> [TASK DETAILS]: Write out the data below in full. Keep it exact.

> [DATA]:
========================
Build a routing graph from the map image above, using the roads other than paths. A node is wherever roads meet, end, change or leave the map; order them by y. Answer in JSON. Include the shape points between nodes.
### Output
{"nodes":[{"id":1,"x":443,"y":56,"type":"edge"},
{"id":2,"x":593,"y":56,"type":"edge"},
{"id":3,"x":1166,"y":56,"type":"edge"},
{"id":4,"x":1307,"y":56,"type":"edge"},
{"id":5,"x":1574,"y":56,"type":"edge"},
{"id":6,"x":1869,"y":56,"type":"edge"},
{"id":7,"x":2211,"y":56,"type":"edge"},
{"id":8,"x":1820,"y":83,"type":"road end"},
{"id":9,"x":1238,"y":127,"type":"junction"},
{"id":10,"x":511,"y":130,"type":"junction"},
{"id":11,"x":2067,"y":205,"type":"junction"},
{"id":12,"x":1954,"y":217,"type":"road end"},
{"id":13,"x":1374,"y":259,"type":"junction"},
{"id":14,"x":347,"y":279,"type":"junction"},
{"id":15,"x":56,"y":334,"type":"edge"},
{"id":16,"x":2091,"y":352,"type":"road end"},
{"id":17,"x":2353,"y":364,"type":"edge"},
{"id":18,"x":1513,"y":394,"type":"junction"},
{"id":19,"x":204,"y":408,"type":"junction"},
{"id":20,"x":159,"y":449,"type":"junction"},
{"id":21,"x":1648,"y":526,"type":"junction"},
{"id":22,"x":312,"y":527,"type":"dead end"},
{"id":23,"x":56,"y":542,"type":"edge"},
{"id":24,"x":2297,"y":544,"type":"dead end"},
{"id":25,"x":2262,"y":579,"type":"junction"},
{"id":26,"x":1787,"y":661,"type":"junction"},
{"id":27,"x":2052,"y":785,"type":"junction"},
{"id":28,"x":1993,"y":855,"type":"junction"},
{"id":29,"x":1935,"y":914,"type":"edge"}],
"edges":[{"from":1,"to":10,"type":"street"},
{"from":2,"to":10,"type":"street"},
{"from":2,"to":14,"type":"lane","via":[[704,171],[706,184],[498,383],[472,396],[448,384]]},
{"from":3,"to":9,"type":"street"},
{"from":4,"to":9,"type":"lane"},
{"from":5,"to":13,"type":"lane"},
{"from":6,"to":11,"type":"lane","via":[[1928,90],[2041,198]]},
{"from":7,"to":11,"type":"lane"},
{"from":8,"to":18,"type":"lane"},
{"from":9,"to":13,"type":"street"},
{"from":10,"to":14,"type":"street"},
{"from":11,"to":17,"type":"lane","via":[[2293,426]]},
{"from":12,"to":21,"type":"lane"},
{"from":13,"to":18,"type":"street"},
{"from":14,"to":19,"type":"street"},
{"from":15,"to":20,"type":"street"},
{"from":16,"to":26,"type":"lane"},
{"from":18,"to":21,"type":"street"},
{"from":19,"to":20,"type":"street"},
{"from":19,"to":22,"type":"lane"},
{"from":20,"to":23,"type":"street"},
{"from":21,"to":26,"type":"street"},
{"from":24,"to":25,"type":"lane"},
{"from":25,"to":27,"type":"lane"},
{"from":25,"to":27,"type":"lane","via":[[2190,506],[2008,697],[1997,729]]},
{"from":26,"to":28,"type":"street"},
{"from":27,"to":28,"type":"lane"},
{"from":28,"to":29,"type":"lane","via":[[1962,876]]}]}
========================
> [RESPONSE TO THIS EXERCISE]:
Build a routing graph from the map image above, using the roads other than paths. A node is wherever roads meet, end, change or leave the map; order them by y. Answer in JSON. Include the shape points between nodes.
### Output
{"nodes":[{"id":1,"x":443,"y":56,"type":"edge"},
{"id":2,"x":593,"y":56,"type":"edge"},
{"id":3,"x":1166,"y":56,"type":"edge"},
{"id":4,"x":1307,"y":56,"type":"edge"},
{"id":5,"x":1574,"y":56,"type":"edge"},
{"id":6,"x":1869,"y":56,"type":"edge"},
{"id":7,"x":2211,"y":56,"type":"edge"},
{"id":8,"x":1820,"y":83,"type":"road end"},
{"id":9,"x":1238,"y":127,"type":"junction"},
{"id":10,"x":511,"y":130,"type":"junction"},
{"id":11,"x":2067,"y":205,"type":"junction"},
{"id":12,"x":1954,"y":217,"type":"road end"},
{"id":13,"x":1374,"y":259,"type":"junction"},
{"id":14,"x":347,"y":279,"type":"junction"},
{"id":15,"x":56,"y":334,"type":"edge"},
{"id":16,"x":2091,"y":352,"type":"road end"},
{"id":17,"x":2353,"y":364,"type":"edge"},
{"id":18,"x":1513,"y":394,"type":"junction"},
{"id":19,"x":204,"y":408,"type":"junction"},
{"id":20,"x":159,"y":449,"type":"junction"},
{"id":21,"x":1648,"y":526,"type":"junction"},
{"id":22,"x":312,"y":527,"type":"dead end"},
{"id":23,"x":56,"y":542,"type":"edge"},
{"id":24,"x":2297,"y":544,"type":"dead end"},
{"id":25,"x":2262,"y":579,"type":"junction"},
{"id":26,"x":1787,"y":661,"type":"junction"},
{"id":27,"x":2052,"y":785,"type":"junction"},
{"id":28,"x":1993,"y":855,"type":"junction"},
{"id":29,"x":1935,"y":914,"type":"edge"}],
"edges":[{"from":1,"to":10,"type":"street"},
{"from":2,"to":10,"type":"street"},
{"from":2,"to":14,"type":"lane","via":[[704,171],[706,184],[498,383],[472,396],[448,384]]},
{"from":3,"to":9,"type":"street"},
{"from":4,"to":9,"type":"lane"},
{"from":5,"to":13,"type":"lane"},
{"from":6,"to":11,"type":"lane","via":[[1928,90],[2041,198]]},
{"from":7,"to":11,"type":"lane"},
{"from":8,"to":18,"type":"lane"},
{"from":9,"to":13,"type":"street"},
{"from":10,"to":14,"type":"street"},
{"from":11,"to":17,"type":"lane","via":[[2293,426]]},
{"from":12,"to":21,"type":"lane"},
{"from":13,"to":18,"type":"street"},
{"from":14,"to":19,"type":"street"},
{"from":15,"to":20,"type":"street"},
{"from":16,"to":26,"type":"lane"},
{"from":18,"to":21,"type":"street"},
{"from":19,"to":20,"type":"street"},
{"from":19,"to":22,"type":"lane"},
{"from":20,"to":23,"type":"street"},
{"from":21,"to":26,"type":"street"},
{"from":24,"to":25,"type":"lane"},
{"from":25,"to":27,"type":"lane"},
{"from":25,"to":27,"type":"lane","via":[[2190,506],[2008,697],[1997,729]]},
{"from":26,"to":28,"type":"street"},
{"from":27,"to":28,"type":"lane"},
{"from":28,"to":29,"type":"lane","via":[[1962,876]]}]}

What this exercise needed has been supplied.